Transcribe the following entries letter for letter, without the pictures.

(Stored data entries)
= = = = =

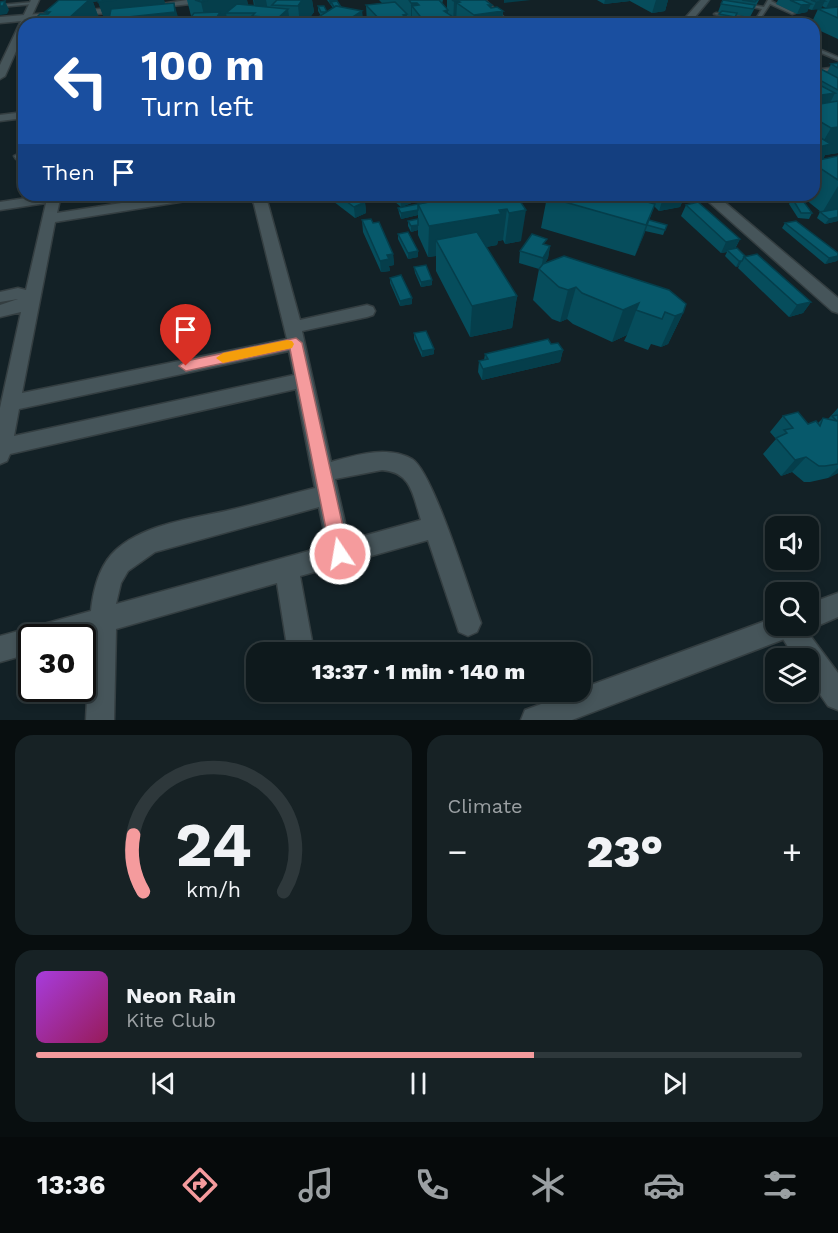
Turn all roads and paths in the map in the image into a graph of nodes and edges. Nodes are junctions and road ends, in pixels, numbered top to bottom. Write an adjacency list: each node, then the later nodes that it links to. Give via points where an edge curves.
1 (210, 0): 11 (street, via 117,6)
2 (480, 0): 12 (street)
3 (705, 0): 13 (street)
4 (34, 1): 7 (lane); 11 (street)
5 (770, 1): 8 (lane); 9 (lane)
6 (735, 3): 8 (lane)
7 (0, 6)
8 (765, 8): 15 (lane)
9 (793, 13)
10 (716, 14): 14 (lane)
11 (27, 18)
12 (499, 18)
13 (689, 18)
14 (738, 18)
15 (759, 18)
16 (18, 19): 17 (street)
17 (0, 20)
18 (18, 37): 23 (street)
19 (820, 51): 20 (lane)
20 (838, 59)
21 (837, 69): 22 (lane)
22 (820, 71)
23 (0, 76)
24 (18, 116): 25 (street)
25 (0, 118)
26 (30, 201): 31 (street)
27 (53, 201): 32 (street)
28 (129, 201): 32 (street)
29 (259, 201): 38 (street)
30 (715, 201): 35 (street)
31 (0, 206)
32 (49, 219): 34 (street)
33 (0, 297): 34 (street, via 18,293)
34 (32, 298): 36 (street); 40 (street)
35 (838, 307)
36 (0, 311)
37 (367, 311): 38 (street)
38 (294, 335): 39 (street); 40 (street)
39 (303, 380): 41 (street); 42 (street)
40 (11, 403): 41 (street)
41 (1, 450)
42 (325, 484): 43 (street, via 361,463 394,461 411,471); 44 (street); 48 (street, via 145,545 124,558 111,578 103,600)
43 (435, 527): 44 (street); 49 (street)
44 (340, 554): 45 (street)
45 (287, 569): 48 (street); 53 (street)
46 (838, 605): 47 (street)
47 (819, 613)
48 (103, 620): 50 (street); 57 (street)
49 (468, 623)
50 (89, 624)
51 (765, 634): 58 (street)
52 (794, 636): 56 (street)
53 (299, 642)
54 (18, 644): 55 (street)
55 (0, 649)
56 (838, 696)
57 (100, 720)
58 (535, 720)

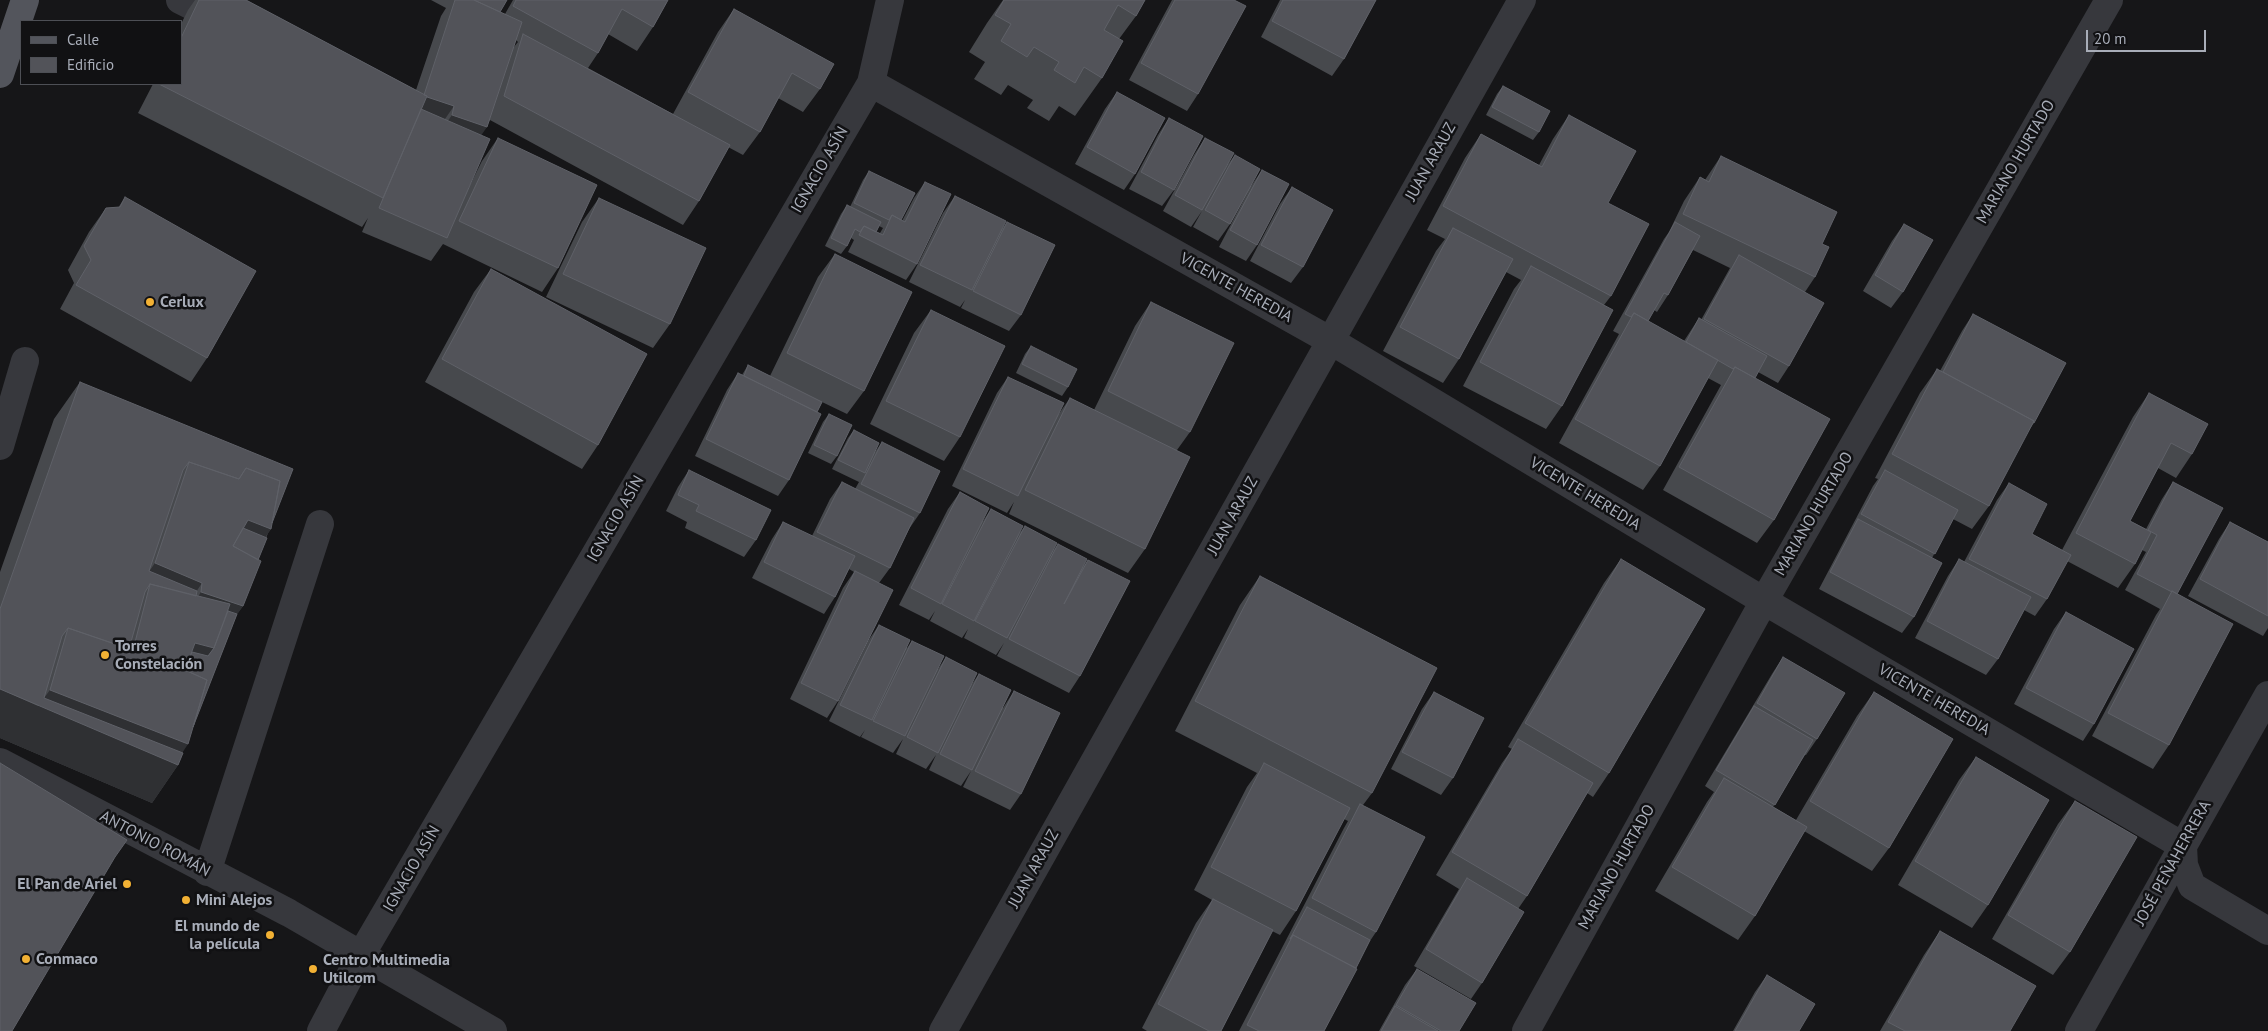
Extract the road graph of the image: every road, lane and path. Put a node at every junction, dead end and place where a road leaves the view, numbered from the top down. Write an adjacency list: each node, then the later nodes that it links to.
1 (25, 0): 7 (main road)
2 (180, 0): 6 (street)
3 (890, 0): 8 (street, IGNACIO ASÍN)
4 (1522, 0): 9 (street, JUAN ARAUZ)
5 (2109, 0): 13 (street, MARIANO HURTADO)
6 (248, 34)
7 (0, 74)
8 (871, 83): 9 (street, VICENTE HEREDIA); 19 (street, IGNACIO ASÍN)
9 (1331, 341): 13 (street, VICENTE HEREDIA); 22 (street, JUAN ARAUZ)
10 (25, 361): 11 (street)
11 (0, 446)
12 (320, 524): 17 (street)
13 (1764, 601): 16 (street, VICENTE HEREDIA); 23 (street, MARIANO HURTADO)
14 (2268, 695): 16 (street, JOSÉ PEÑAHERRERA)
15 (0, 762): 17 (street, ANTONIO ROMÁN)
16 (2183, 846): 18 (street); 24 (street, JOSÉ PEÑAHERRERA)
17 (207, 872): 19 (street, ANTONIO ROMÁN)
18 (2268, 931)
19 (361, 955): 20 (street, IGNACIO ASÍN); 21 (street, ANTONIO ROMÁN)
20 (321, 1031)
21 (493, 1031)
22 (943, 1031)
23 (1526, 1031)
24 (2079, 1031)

= = = = =

**Result of the task:**
Turn all roads and paths in the map in the image into a graph of nodes and edges. Nodes are junctions and road ends, in pixels, numbered top to bottom. Write an adjacency list: each node, then the later nodes that it links to. Give via points where an edge curves.
1 (210, 0): 11 (street, via 117,6)
2 (480, 0): 12 (street)
3 (705, 0): 13 (street)
4 (34, 1): 7 (lane); 11 (street)
5 (770, 1): 8 (lane); 9 (lane)
6 (735, 3): 8 (lane)
7 (0, 6)
8 (765, 8): 15 (lane)
9 (793, 13)
10 (716, 14): 14 (lane)
11 (27, 18)
12 (499, 18)
13 (689, 18)
14 (738, 18)
15 (759, 18)
16 (18, 19): 17 (street)
17 (0, 20)
18 (18, 37): 23 (street)
19 (820, 51): 20 (lane)
20 (838, 59)
21 (837, 69): 22 (lane)
22 (820, 71)
23 (0, 76)
24 (18, 116): 25 (street)
25 (0, 118)
26 (30, 201): 31 (street)
27 (53, 201): 32 (street)
28 (129, 201): 32 (street)
29 (259, 201): 38 (street)
30 (715, 201): 35 (street)
31 (0, 206)
32 (49, 219): 34 (street)
33 (0, 297): 34 (street, via 18,293)
34 (32, 298): 36 (street); 40 (street)
35 (838, 307)
36 (0, 311)
37 (367, 311): 38 (street)
38 (294, 335): 39 (street); 40 (street)
39 (303, 380): 41 (street); 42 (street)
40 (11, 403): 41 (street)
41 (1, 450)
42 (325, 484): 43 (street, via 361,463 394,461 411,471); 44 (street); 48 (street, via 145,545 124,558 111,578 103,600)
43 (435, 527): 44 (street); 49 (street)
44 (340, 554): 45 (street)
45 (287, 569): 48 (street); 53 (street)
46 (838, 605): 47 (street)
47 (819, 613)
48 (103, 620): 50 (street); 57 (street)
49 (468, 623)
50 (89, 624)
51 (765, 634): 58 (street)
52 (794, 636): 56 (street)
53 (299, 642)
54 (18, 644): 55 (street)
55 (0, 649)
56 (838, 696)
57 (100, 720)
58 (535, 720)

Extract the road graph of the image: every road, lane and path. Put a node at every junction, dead end and place where a road leaves the view, numbered from the top down. Write an adjacency list: each node, then the later nodes that it links to.
1 (25, 0): 7 (main road)
2 (180, 0): 6 (street)
3 (890, 0): 8 (street, IGNACIO ASÍN)
4 (1522, 0): 9 (street, JUAN ARAUZ)
5 (2109, 0): 13 (street, MARIANO HURTADO)
6 (248, 34)
7 (0, 74)
8 (871, 83): 9 (street, VICENTE HEREDIA); 19 (street, IGNACIO ASÍN)
9 (1331, 341): 13 (street, VICENTE HEREDIA); 22 (street, JUAN ARAUZ)
10 (25, 361): 11 (street)
11 (0, 446)
12 (320, 524): 17 (street)
13 (1764, 601): 16 (street, VICENTE HEREDIA); 23 (street, MARIANO HURTADO)
14 (2268, 695): 16 (street, JOSÉ PEÑAHERRERA)
15 (0, 762): 17 (street, ANTONIO ROMÁN)
16 (2183, 846): 18 (street); 24 (street, JOSÉ PEÑAHERRERA)
17 (207, 872): 19 (street, ANTONIO ROMÁN)
18 (2268, 931)
19 (361, 955): 20 (street, IGNACIO ASÍN); 21 (street, ANTONIO ROMÁN)
20 (321, 1031)
21 (493, 1031)
22 (943, 1031)
23 (1526, 1031)
24 (2079, 1031)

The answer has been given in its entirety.